Si Jenderal tersebut, bahkan sejak sebelum menjadi jenderal, keluarganya telah banyak berjasa dalam kehidupan Janitra. Dari menyekolahkan hingga perguruan tinggi, membiayai pengobatan ayah Janitra, dan masih banyak lagi. Bahkan setelah Sukriya tiada, si Jenderal tetap membiayai kehidupannya. Karena hanya sebagai penulis cerita anak, keuangannya saat itu betul-betul tidak stabil.

"Namun kini saya tahu, kenapa Bapakmu itu mengajak kami ikut kemping saat itu." Janitra melirik Sabda sesaat."Ternyata dia ingin melenyapkan dua anak kembar hasil perselingkuhannya dengan Sukriya. Sudah skenarionya itu, ingin menghabisi Purba Sari dan Nilam Sari yang makin hari, wajahnya makin mirip dirinya."

Kemiripan itu, sering disampaikan isteri sahnya Sang Jenderal. Setiap kali wanita itu memandang si kembar. "Mengapa anak-anak kembar itu tidak mirip Sukriya dan Janitra? Wajah mereka malah mirip dengan Sabda, ya artinya kok malah sangat mirip denganmu?"

Sang Jenderal tersenyum gugup,"Mirip dari mananya?"

"Ya mirip banget lho, Pa!"

"Aneh kamu ini. Pikiranmu itu, aneh! Segala anak orang dimirip-miripin. Maksudmu apa?"
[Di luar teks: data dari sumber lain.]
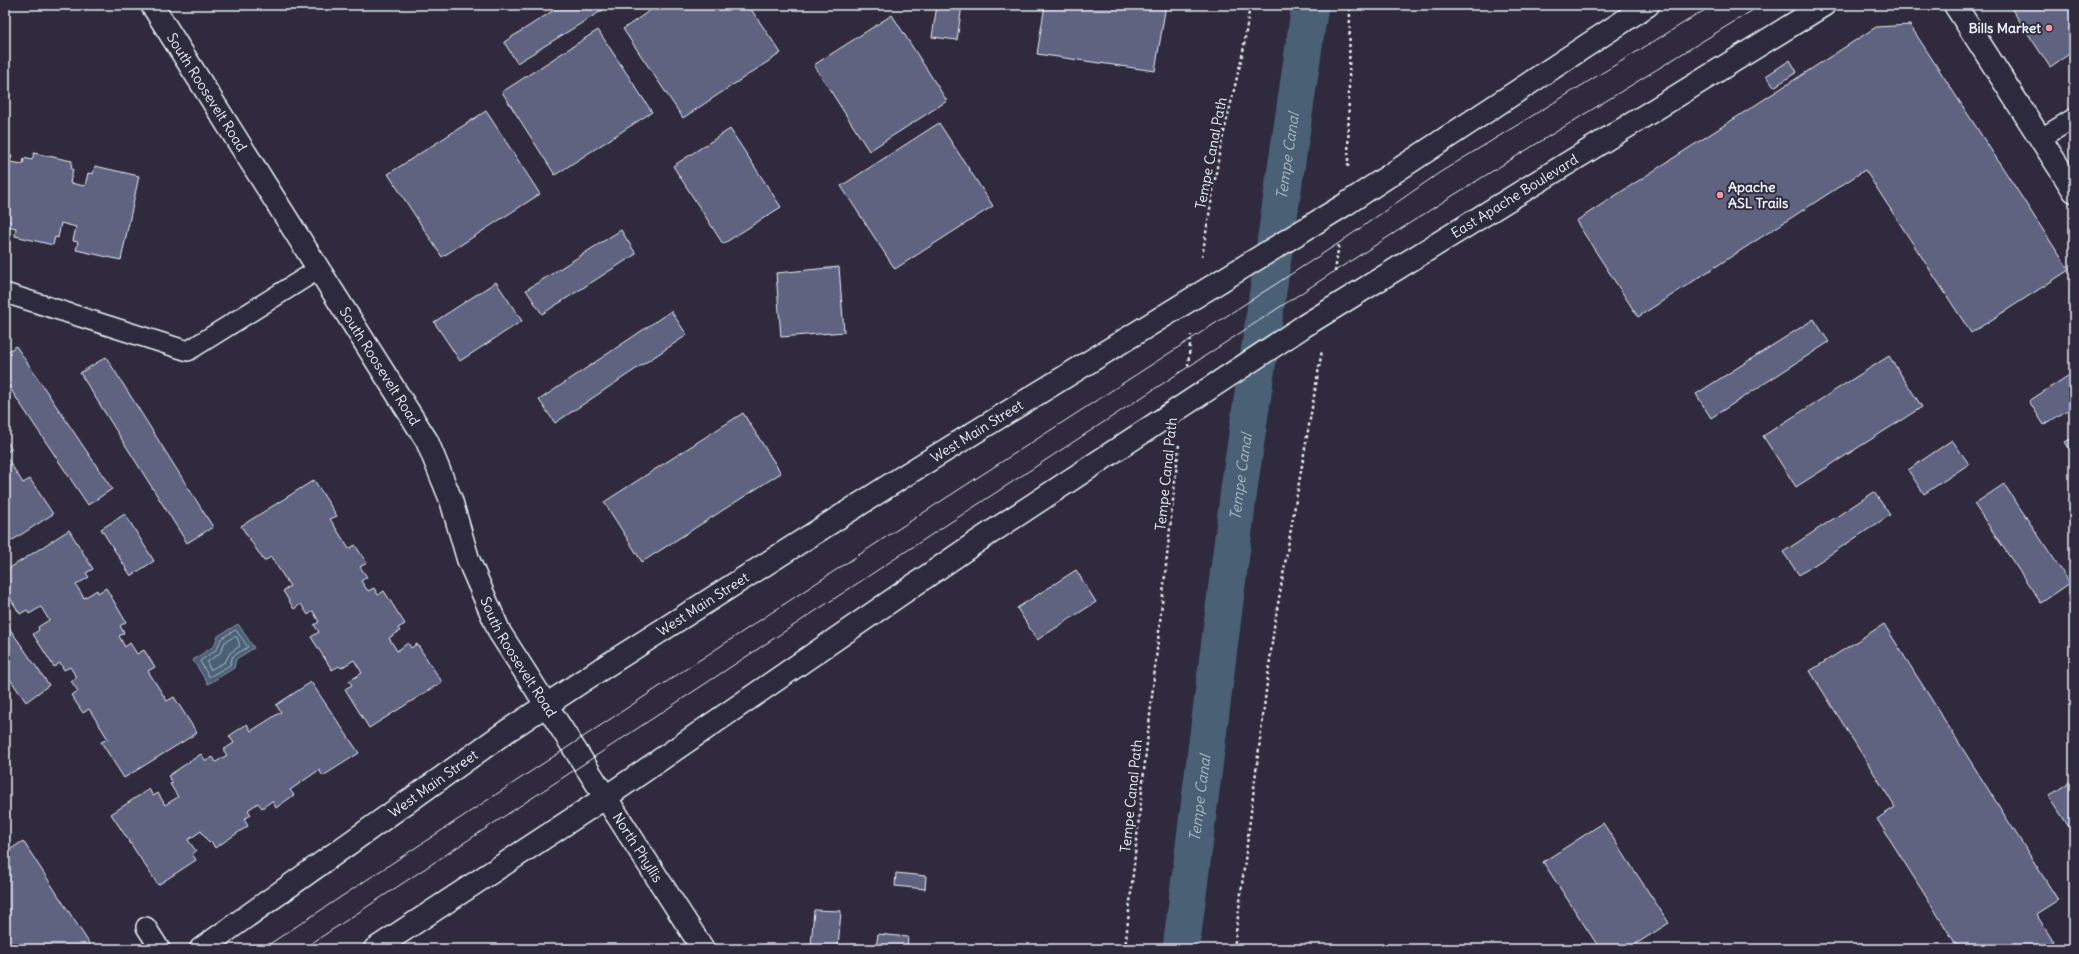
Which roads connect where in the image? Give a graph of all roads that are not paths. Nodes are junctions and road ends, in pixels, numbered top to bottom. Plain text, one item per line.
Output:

"Ya, aku cuma merasa mereka itu mirip."

"Ngaco kamu!"

Tetapi Sang Jenderal makin gelisah. Apalagi dia juga mulai menyadari kemiripan tersebut. Lalu mulai mengkhawatirkan kemelut rumah tangga, jabatan, dan aib yang khawatir terbongkar.

Janitra terbatuk, lalu mengusap air matanya dengan sedih. "Sebelum polisi datang. Bapakmu seakan telah mempersiapkan segala hal. Tiba-tiba sekelompok pria berpakaian hitam, yang entah siapa, datang untuk mencari anak-anak yang hilang. Lalu mereka cepat pergi, sebelum polisi dan tentara datang, serta para petugas penyelamat. Apa yang dilakukan rombongan pria berbaju hitam itu pada Nilam Sari?"

Sabda tak bergerak, dia masih mendengkur.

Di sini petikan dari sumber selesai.